发布时间：2018-06-26 18:07

本文选题：结肠癌 + 雷替曲塞　；参考：《安徽医科大学》2017年硕士论文

【摘要】：目的本研究通过体外细胞实验探讨ERK抑制剂PD98059是否提高结肠癌细胞HT-29对RTX(雷替曲塞)的敏感性,并对其中的相关作用特点及机制进行深入研究,为结肠癌的临床治疗提供可靠的实验数据支持。方法1、培养人结肠癌细胞HT-29,待培养至对数生长期时进行传代种板,细胞贴壁后按不同处理因素进行分组:对照组、单纯RTX组、单纯PD98059组及联合用药组。2、各处理组细胞在作用24h后于普通光学倒置显微镜下观察各组的细胞生长状态及形态学改变。3、使用MTT法及细胞计数法分别检测各实验组的细胞被处理24h后的细胞增殖活力。4、采用流式细胞仪法检测被处理24h后的各实验组细胞的凋亡率是否出现差异。5、各试验组细胞被处理8h后,将每组的细胞总蛋白提取,使用western blot法检测各组细胞中Ras、ERK1/2、p-ERK1/2蛋白的相对表达量。

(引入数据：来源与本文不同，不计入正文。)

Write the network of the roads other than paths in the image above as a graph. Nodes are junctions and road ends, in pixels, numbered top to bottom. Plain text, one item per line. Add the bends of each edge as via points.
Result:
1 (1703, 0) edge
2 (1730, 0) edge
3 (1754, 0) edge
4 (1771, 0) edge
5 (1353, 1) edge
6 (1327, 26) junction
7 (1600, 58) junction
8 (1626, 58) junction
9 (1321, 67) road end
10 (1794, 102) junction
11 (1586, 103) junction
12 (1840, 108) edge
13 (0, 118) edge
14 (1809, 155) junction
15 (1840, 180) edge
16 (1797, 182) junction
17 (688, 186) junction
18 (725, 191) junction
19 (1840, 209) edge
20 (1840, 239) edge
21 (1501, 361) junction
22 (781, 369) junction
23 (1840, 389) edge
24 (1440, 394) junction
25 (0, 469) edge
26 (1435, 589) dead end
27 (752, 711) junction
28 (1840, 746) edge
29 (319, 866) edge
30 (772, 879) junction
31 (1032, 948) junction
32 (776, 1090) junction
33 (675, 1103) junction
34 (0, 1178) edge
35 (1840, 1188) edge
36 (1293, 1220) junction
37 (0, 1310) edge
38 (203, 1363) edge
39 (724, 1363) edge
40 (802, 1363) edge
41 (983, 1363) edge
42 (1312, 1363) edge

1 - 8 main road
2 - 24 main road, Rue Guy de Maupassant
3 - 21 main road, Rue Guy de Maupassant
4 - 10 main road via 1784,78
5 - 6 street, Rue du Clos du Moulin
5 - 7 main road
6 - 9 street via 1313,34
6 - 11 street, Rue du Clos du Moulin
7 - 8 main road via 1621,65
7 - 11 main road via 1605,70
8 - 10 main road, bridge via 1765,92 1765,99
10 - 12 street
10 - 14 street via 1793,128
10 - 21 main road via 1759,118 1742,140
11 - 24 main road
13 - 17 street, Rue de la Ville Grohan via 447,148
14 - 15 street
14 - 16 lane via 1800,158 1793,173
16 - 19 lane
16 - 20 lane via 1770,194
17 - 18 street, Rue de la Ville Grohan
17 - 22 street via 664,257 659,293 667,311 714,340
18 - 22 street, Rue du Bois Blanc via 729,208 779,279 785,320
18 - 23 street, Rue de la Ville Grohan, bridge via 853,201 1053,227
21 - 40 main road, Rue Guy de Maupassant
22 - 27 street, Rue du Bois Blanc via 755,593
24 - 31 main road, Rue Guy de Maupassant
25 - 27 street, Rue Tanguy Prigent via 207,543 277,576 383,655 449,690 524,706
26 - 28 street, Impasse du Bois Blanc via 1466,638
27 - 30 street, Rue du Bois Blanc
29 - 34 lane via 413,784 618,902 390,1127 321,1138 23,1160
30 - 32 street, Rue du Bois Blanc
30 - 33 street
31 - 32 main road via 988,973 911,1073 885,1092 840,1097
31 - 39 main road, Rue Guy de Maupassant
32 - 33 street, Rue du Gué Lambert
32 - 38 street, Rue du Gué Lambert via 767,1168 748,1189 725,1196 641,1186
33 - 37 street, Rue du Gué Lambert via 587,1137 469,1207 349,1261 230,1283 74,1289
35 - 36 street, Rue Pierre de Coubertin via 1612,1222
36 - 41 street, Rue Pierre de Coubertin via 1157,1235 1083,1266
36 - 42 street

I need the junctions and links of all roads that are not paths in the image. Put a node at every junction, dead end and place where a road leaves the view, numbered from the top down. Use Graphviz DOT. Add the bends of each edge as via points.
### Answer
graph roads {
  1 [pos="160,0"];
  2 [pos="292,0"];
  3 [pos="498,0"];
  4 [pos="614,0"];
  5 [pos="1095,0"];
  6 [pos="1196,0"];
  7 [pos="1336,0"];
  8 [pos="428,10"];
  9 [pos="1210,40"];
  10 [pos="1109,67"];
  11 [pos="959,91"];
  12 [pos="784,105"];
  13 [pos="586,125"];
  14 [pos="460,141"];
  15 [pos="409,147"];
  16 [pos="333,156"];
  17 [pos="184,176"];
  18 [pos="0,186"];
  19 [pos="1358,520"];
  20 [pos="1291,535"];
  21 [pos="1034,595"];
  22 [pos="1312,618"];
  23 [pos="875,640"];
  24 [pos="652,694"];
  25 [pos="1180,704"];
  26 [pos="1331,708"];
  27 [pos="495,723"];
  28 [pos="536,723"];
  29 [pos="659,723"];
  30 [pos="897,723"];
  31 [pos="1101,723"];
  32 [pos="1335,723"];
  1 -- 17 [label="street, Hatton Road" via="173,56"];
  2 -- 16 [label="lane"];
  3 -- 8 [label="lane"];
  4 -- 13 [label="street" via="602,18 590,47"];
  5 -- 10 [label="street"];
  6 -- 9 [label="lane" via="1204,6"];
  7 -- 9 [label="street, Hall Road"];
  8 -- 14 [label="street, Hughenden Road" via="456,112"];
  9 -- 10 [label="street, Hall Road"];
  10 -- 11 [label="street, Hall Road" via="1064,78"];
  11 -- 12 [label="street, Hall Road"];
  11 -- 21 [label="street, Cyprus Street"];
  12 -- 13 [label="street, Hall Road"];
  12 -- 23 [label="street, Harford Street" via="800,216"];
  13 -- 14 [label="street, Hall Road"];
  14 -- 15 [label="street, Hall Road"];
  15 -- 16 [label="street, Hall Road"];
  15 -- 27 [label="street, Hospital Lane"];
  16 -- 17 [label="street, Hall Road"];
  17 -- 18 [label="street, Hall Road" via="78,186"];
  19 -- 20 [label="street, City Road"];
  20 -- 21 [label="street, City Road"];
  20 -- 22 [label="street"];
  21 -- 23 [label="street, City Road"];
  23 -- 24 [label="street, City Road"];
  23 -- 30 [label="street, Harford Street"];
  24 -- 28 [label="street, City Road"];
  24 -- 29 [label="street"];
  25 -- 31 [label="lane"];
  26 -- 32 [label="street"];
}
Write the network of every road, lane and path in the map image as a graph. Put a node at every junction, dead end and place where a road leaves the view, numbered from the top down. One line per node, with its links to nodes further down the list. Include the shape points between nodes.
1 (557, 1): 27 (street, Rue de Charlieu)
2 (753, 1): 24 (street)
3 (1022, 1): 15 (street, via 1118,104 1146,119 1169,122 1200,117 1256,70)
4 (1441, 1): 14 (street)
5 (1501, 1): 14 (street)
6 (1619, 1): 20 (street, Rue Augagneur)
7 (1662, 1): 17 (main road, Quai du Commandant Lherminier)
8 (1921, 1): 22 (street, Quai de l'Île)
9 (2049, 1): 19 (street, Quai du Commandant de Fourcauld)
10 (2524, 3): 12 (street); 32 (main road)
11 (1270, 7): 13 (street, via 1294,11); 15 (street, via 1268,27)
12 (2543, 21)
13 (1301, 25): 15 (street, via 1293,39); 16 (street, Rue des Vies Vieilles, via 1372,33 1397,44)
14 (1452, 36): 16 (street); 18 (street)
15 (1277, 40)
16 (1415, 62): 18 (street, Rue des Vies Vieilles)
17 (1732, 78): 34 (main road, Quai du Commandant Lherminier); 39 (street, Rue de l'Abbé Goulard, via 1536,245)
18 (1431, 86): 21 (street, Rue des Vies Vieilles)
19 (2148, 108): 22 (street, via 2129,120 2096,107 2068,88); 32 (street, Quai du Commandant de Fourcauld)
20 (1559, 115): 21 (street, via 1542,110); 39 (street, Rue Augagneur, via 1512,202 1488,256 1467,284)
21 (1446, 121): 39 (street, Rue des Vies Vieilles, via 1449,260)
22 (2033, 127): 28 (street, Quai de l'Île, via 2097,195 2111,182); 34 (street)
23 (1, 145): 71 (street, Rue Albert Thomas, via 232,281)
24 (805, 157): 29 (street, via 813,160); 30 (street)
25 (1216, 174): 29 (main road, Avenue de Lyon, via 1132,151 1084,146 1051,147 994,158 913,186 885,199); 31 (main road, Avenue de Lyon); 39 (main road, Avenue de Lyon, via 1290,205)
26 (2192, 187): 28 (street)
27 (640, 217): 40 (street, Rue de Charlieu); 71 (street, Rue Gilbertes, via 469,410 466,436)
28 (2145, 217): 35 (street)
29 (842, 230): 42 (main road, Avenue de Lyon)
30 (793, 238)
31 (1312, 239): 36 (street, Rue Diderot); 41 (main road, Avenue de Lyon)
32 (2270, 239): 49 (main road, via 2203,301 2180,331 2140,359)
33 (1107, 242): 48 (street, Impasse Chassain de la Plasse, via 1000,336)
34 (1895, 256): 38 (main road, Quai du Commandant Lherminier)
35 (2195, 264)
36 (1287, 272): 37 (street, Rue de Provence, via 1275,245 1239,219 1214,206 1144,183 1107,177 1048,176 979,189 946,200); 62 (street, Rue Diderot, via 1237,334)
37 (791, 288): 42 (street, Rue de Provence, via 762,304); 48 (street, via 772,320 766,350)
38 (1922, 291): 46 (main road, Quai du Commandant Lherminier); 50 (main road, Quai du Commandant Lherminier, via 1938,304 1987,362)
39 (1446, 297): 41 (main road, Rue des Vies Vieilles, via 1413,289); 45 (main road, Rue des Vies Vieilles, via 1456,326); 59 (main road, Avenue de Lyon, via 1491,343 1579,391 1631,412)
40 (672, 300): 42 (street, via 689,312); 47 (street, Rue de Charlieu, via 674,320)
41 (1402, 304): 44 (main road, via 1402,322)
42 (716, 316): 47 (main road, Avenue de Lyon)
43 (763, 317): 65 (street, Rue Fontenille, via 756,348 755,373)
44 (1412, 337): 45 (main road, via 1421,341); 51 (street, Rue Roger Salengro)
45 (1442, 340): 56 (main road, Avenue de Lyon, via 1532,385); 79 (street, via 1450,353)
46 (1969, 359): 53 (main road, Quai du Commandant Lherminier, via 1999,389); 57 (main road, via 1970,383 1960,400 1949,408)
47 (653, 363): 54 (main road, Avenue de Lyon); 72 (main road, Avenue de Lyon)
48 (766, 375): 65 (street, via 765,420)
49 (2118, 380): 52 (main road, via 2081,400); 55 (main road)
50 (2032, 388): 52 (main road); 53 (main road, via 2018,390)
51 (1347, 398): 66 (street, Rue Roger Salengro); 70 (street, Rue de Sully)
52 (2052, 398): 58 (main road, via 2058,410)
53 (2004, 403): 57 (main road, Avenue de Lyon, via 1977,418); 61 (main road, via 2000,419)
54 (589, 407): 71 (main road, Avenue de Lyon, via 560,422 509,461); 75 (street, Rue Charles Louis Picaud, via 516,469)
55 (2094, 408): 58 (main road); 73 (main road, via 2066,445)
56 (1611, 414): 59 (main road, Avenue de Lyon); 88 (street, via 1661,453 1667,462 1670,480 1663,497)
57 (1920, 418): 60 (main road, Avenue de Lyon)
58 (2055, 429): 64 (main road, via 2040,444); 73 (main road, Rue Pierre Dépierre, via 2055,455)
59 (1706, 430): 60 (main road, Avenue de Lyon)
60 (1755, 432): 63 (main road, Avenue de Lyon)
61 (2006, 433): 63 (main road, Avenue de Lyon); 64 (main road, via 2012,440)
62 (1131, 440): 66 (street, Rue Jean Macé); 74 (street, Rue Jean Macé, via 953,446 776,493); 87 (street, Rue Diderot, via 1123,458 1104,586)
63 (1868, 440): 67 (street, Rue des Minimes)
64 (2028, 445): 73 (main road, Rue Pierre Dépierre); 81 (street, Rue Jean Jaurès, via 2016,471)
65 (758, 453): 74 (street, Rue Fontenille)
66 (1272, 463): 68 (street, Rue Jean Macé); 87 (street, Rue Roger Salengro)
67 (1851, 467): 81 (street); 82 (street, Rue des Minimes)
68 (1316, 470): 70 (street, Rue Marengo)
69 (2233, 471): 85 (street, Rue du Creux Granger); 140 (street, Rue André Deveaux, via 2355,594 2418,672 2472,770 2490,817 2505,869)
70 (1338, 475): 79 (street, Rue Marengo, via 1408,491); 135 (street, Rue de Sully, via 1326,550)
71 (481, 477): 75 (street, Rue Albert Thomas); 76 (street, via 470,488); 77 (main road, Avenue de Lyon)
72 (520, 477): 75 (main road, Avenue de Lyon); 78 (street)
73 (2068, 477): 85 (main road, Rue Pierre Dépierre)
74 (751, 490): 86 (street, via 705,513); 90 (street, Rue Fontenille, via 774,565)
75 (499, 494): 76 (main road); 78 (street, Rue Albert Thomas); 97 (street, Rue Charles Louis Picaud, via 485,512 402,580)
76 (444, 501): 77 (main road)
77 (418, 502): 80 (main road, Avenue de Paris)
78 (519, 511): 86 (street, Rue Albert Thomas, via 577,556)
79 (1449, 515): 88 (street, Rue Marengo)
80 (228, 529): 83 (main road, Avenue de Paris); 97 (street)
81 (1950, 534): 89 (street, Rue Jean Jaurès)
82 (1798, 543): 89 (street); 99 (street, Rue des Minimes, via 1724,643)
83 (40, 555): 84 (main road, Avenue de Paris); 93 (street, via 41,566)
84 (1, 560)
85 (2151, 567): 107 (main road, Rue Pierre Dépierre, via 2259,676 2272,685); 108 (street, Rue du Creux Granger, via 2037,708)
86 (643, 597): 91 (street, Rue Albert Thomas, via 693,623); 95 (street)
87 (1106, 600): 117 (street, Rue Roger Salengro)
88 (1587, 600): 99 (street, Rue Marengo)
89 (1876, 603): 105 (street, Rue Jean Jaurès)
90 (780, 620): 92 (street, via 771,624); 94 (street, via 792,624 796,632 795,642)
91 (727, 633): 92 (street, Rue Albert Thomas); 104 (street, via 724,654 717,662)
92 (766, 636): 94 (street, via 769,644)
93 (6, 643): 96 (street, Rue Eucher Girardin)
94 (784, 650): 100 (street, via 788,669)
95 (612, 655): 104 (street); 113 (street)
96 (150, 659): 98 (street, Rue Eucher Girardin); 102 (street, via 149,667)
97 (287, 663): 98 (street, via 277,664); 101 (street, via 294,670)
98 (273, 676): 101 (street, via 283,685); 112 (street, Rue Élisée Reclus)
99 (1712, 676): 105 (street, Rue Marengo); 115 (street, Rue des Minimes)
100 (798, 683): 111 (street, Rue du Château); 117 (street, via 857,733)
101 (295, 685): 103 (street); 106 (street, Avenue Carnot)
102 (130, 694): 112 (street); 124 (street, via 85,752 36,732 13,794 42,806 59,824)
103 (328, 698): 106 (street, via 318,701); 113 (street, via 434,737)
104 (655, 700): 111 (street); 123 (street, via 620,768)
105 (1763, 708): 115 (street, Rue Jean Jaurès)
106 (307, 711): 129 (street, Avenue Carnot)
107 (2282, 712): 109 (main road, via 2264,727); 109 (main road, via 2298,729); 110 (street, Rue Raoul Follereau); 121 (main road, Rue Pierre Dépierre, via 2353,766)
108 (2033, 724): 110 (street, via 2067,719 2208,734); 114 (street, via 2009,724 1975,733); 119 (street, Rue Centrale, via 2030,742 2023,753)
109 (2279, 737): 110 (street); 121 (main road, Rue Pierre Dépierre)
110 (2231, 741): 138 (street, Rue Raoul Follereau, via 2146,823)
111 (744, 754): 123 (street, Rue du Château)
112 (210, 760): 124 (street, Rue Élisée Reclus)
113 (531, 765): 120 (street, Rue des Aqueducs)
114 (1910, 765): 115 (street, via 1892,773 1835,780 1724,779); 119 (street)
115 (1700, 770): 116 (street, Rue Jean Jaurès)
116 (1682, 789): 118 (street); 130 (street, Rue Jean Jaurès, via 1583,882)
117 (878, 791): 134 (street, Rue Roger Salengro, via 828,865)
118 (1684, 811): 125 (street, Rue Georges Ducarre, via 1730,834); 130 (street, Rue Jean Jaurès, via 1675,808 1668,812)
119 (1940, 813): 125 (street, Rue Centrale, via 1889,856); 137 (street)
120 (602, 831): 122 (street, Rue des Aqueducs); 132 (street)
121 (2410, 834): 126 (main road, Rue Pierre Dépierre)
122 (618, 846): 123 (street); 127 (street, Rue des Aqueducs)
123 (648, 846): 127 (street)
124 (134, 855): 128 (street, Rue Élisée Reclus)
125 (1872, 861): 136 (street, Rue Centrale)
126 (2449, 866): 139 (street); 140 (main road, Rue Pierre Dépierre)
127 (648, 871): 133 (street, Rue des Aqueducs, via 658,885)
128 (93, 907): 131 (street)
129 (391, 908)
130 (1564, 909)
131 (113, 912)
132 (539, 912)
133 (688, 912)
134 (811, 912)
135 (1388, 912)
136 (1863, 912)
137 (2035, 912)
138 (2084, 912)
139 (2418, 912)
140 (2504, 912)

6、在无菌无酶状态下提取出各试验组细胞的总RNA,反转录得到K-Ras、ERK1、ERK2基因的c DNA后,通过实时荧光定量PCR法检测各组相关基因的相对表达量。结果1、倒置显微镜下观察可见与对照组相比,单纯PD98059组形态及数量变化不明显,而单纯RTX组与联合用药组细胞数量均明显减少,并可见核碎裂、凋亡小体等典型细胞凋亡形态学变化,且联合用药组的细胞数量及形态学变化程度比其他各组更明显。2、MTT法及细胞计数法结果发现相比于对照组,单纯PD98059组细胞增殖率未出现明显变化,而单纯RTX组与联合用药组的细胞增殖活力均降低,且联合用药组的细胞增殖率的降低程度最深。3、流式细胞仪检测细胞凋亡率变化方面,可见与对照组相比各实验组的细胞凋亡率均明显升高,且联合用药组的细胞凋亡趋势最显著。4、western blot法检测细胞相关蛋白的表达量时可见与对照组相比,单纯PD98059组细胞的Ras、ERK1/2蛋白表达无明显变化,p-ERK1/2蛋白表达下调;单纯RTX组细胞的ERK1/2、Ras、p-ERK1/2蛋白表达无明显差异;联合用药组细胞的Ras、ERK1/2蛋白表达均无明显变化,p-ERK1/2蛋白表达均下调。5、RT-PCR结果表示各实验组相比于对照组在ERK1、ERK2、K-Ras mRNA的表达上均未表现出明显的差异(即P0.05)。结论1、RTX对结肠癌细胞HT-29具有抑制增殖及促进凋亡作用。2、ERK抑制剂在某种程度上可以增加RTX对HT-29的增殖抑制及凋亡促进作用,即ERK抑制剂可增加肠癌细胞对RTX的敏感性。3、ERK抑制剂可能通过RAS-MEK-ERK通路在蛋白水平而非基因水平上增加结肠癌细胞对RTX的敏感性。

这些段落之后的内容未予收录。